Supplied data
+ + +
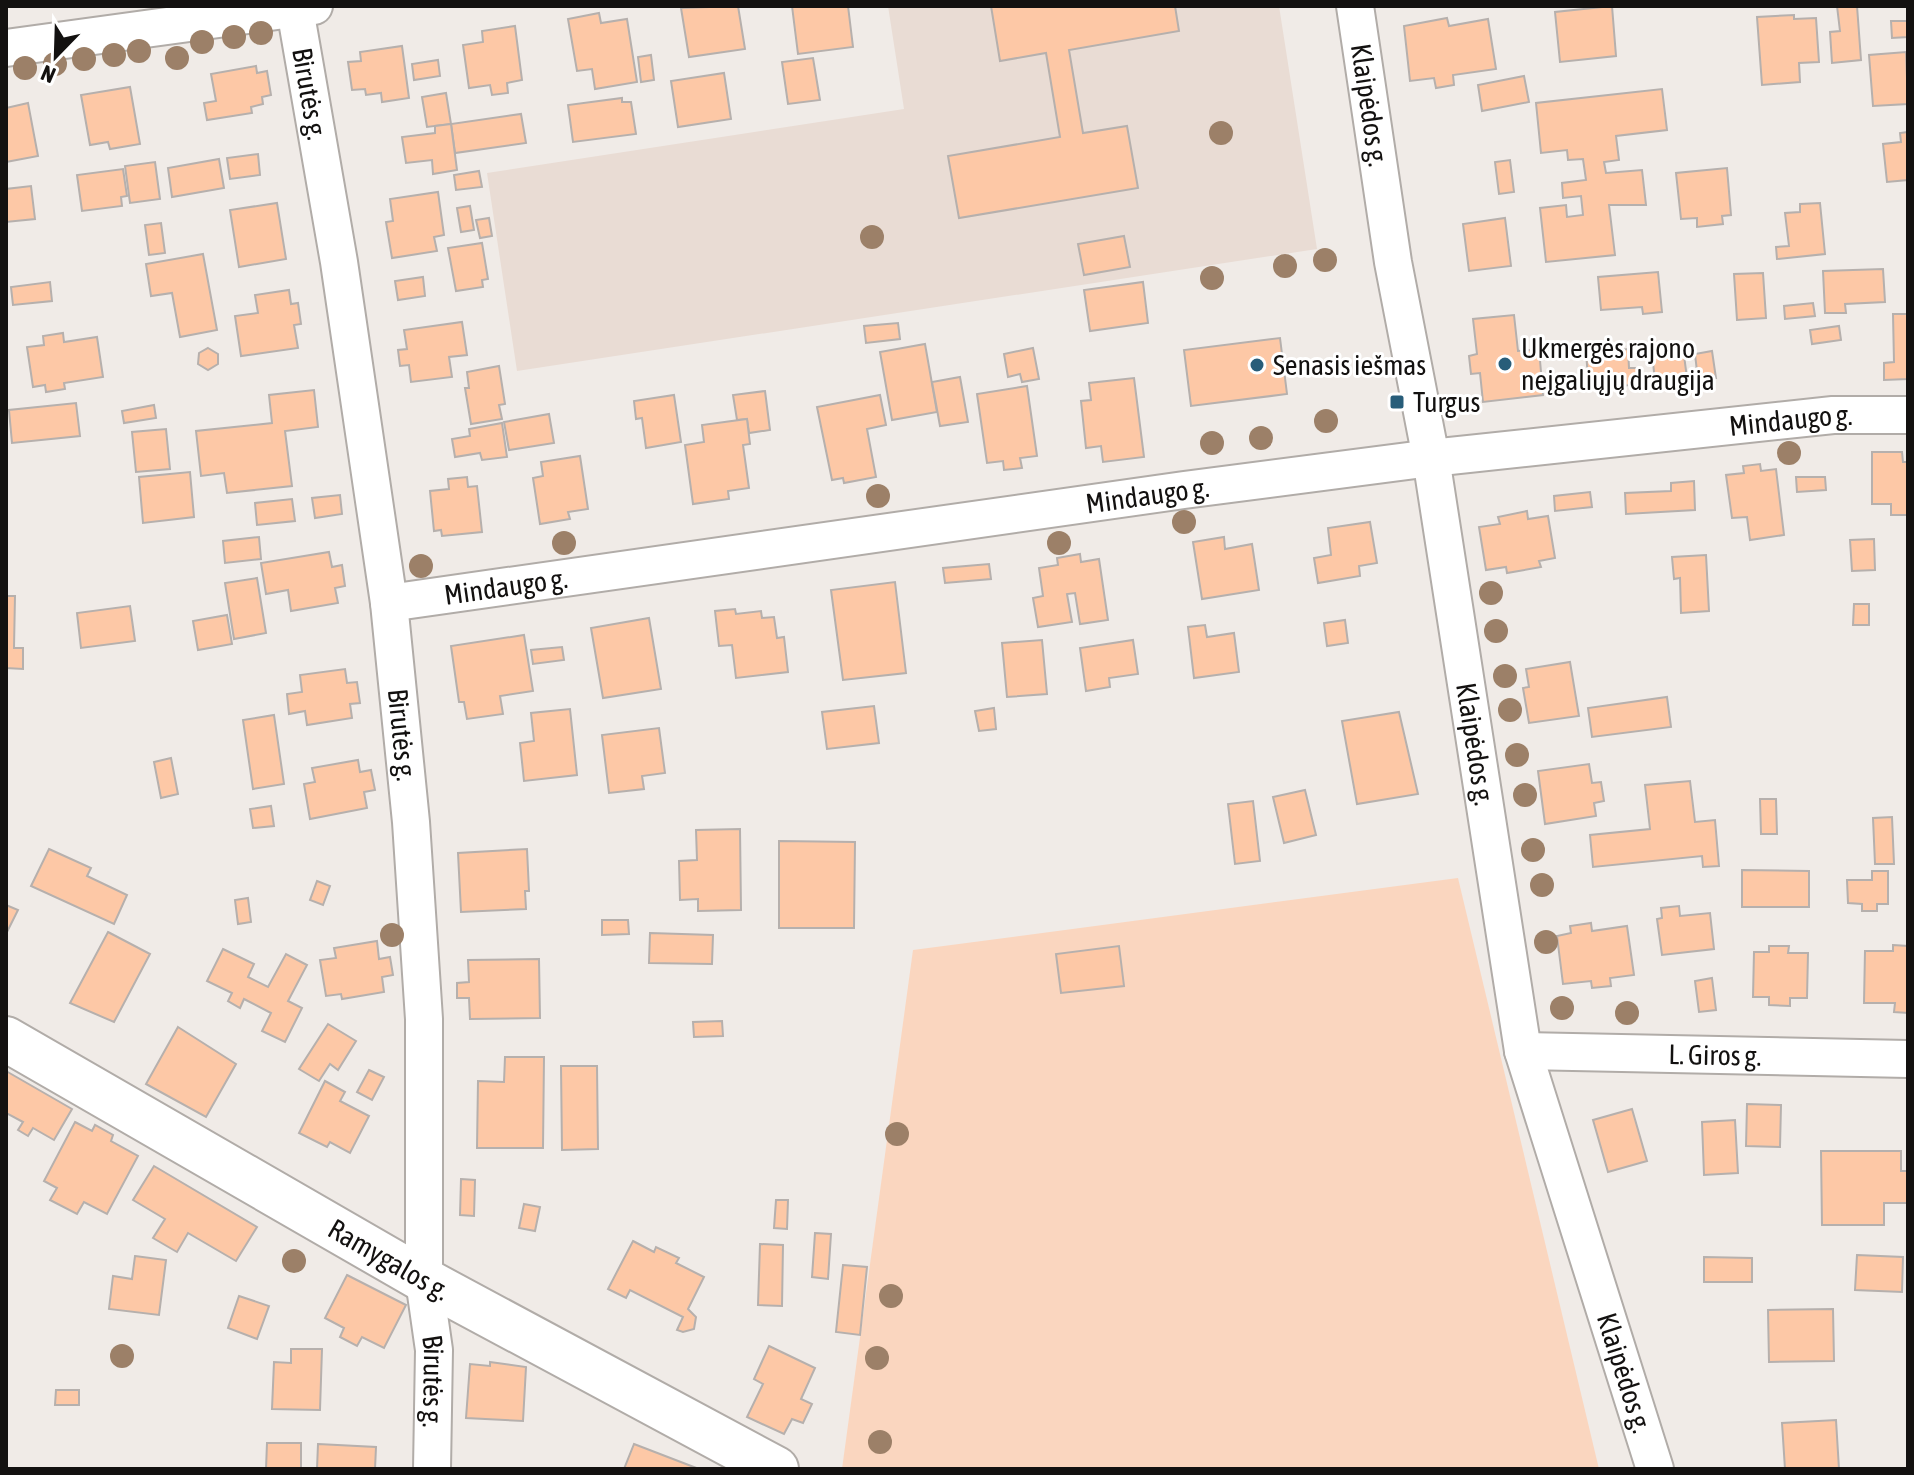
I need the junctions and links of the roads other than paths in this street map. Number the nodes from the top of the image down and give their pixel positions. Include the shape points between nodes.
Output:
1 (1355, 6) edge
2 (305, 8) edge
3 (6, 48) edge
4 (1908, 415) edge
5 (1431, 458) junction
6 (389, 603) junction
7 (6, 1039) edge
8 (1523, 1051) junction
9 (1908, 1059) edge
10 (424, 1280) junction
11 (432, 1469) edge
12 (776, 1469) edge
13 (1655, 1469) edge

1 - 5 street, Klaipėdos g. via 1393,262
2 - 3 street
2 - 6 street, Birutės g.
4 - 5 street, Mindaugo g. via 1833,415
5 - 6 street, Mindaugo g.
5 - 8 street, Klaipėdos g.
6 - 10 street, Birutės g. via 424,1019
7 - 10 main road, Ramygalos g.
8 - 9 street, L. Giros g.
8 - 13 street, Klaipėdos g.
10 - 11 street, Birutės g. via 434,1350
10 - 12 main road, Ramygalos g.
+ + +
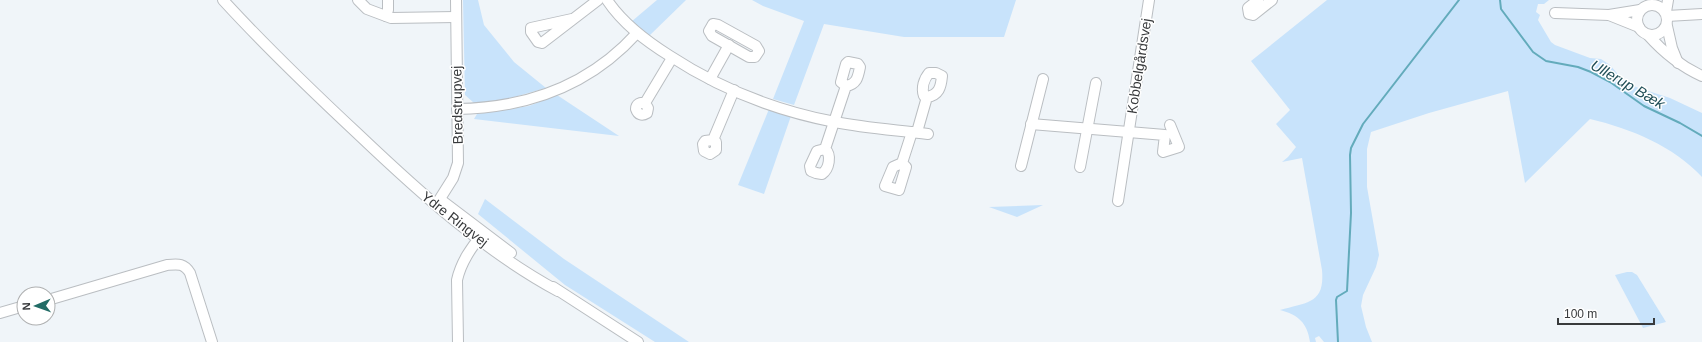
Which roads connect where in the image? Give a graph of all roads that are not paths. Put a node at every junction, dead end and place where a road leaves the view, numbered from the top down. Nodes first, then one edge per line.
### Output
+ + +
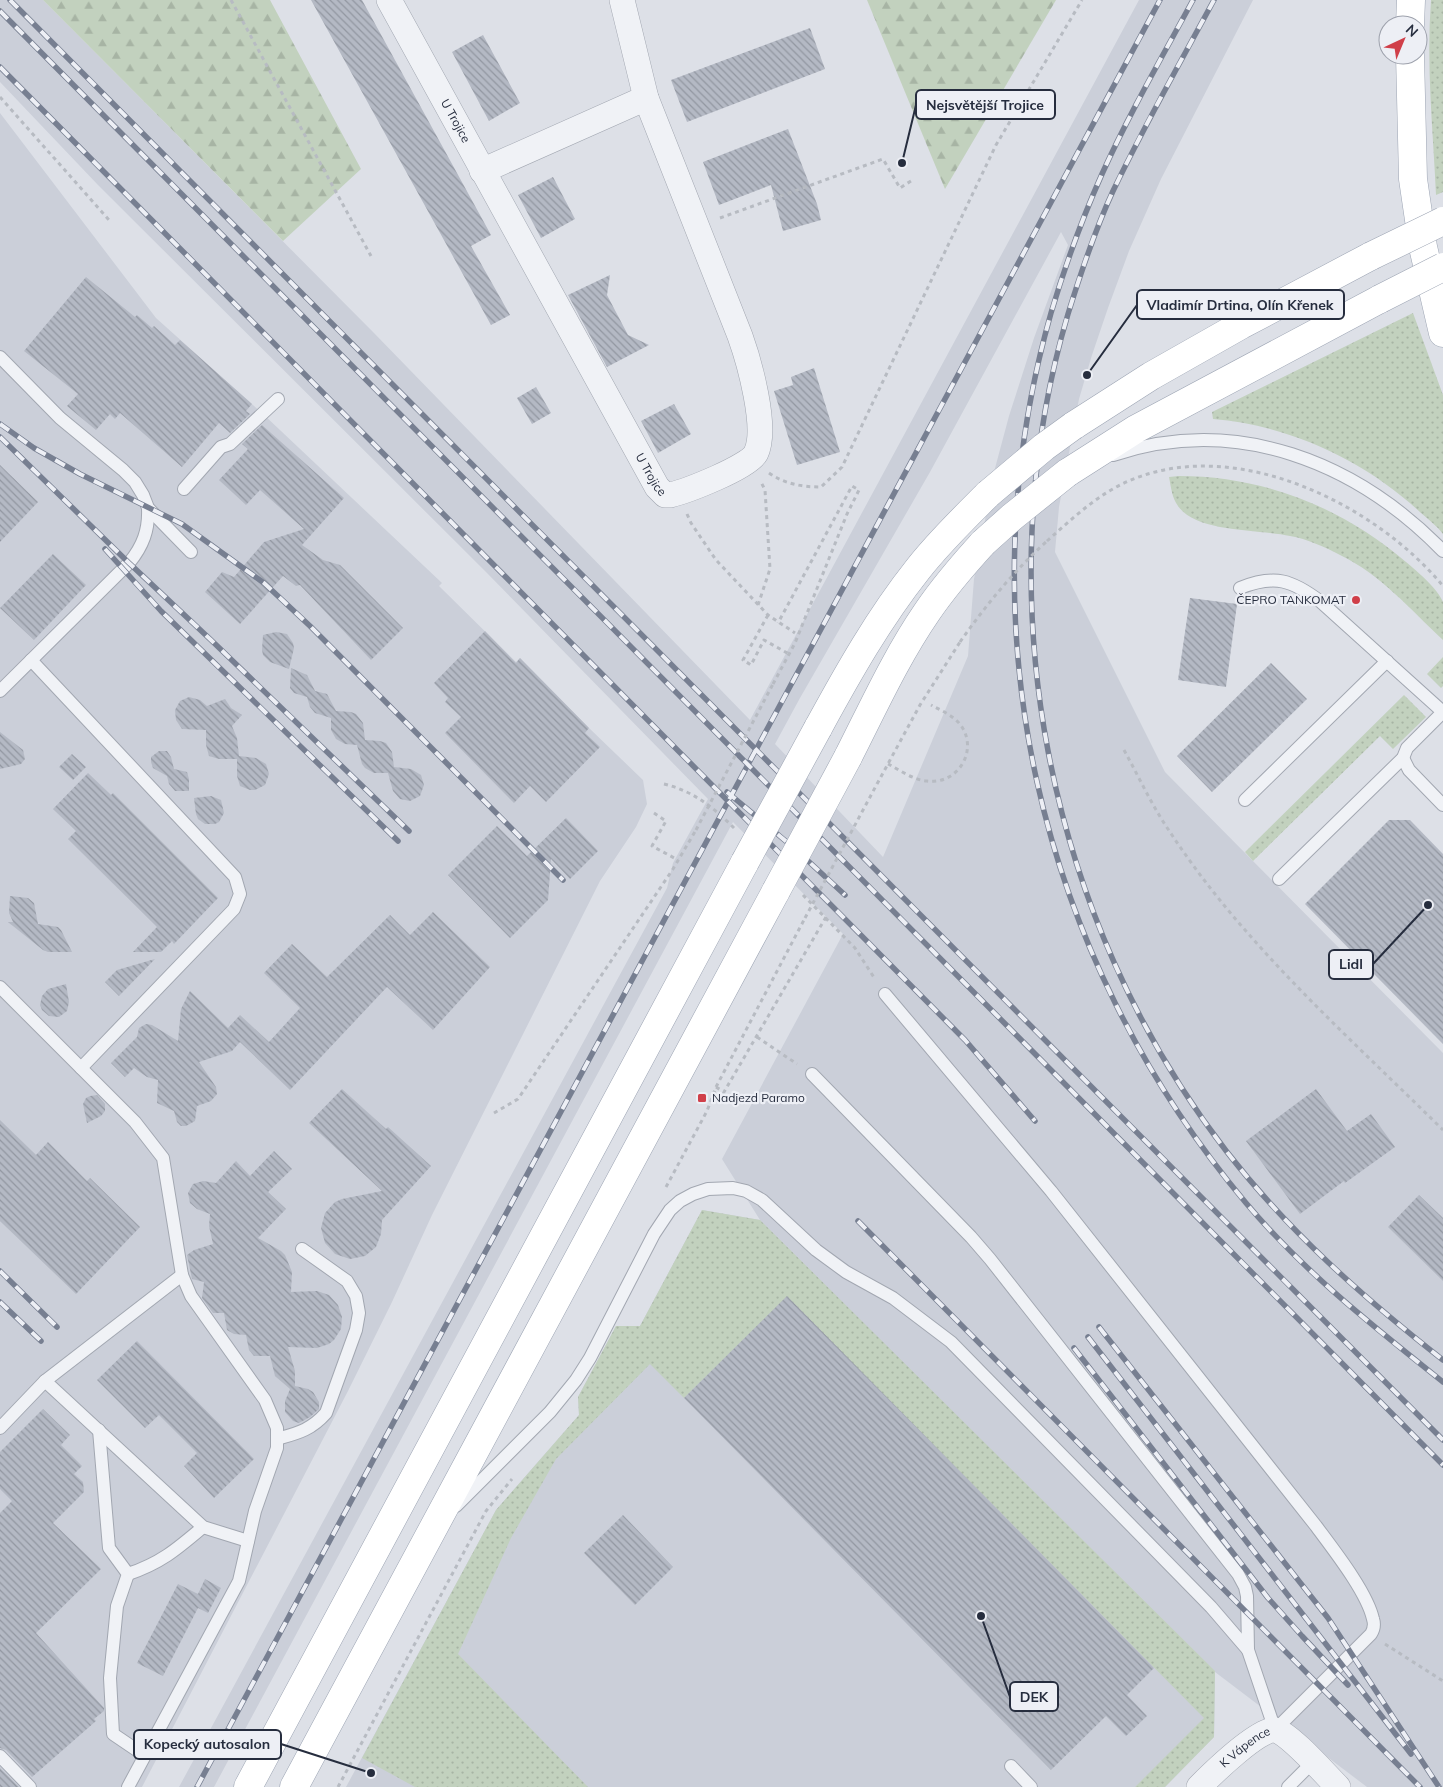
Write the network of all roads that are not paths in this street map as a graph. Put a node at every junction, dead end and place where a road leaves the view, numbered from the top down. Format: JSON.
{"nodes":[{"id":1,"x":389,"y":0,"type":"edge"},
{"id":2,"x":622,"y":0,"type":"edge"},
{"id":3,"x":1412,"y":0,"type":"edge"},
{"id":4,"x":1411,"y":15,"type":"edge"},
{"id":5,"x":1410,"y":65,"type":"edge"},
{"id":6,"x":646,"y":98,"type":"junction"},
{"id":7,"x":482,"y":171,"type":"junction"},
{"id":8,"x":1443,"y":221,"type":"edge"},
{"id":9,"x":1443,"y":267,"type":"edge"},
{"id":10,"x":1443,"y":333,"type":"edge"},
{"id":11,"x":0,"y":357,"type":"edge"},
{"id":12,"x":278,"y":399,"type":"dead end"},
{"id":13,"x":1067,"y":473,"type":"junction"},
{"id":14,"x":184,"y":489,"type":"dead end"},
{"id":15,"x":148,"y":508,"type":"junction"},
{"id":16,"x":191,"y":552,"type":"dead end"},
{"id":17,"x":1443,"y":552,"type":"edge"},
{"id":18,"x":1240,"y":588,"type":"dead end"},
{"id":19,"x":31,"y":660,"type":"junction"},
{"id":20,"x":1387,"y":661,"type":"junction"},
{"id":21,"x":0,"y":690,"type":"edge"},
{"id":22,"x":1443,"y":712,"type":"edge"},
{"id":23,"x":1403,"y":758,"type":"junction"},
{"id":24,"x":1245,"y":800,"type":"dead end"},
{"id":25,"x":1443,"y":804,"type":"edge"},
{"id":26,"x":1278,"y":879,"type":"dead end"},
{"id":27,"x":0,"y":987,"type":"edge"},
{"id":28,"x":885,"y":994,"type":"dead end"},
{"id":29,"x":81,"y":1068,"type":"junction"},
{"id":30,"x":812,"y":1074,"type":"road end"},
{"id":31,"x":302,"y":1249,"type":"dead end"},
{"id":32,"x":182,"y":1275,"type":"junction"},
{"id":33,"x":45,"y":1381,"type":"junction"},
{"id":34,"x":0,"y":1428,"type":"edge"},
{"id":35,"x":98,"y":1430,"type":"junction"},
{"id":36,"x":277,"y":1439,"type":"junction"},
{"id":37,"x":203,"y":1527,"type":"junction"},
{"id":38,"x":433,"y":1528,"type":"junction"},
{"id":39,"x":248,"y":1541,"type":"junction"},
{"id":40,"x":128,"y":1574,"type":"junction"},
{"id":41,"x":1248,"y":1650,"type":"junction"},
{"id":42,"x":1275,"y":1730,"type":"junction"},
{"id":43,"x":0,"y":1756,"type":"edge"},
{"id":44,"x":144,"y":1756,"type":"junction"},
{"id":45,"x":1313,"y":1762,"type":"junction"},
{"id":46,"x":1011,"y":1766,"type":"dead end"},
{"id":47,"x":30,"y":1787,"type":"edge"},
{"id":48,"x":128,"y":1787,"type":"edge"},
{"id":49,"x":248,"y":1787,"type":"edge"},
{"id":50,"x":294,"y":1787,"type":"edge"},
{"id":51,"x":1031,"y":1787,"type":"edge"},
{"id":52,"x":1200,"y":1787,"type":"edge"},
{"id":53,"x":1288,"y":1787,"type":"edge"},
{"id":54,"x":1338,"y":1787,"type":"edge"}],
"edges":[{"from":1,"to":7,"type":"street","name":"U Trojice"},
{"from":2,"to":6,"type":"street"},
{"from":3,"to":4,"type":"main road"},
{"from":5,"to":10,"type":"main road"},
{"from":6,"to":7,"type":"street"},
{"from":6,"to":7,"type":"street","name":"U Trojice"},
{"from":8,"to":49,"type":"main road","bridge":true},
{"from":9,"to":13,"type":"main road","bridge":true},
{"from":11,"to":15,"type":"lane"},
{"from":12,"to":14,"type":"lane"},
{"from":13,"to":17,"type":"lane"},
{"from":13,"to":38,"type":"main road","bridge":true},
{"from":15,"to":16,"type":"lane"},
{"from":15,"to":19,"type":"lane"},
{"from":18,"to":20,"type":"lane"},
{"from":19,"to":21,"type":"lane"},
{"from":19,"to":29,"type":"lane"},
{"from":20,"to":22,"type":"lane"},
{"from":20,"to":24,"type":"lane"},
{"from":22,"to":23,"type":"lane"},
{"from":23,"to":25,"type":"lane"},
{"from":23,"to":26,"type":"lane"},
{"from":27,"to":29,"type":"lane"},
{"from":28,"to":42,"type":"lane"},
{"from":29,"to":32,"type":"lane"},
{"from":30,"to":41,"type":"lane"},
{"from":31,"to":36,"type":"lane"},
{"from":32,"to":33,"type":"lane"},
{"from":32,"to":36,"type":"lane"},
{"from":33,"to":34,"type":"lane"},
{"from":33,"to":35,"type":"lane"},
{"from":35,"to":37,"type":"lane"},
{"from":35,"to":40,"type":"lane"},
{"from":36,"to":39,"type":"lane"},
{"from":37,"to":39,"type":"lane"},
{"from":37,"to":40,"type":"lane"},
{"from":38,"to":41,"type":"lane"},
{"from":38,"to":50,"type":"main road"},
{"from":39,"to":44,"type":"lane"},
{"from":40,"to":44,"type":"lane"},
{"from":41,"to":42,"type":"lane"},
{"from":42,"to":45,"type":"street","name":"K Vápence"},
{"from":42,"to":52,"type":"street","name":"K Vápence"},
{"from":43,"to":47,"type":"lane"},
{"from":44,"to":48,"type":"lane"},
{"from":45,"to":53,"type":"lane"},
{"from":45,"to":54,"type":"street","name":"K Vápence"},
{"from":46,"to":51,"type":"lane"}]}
+ + +
Exercise
If a line in the entries above contains "image", report it.

Answer section
I need the junctions and links of the roads other than paths in this street map. Number the nodes from the top of the image down and give their pixel positions. Include the shape points between nodes.
Which roads connect where in the image? Give a graph of all roads that are not paths. Put a node at every junction, dead end and place where a road leaves the view, numbered from the top down. Nodes first, then one edge per line.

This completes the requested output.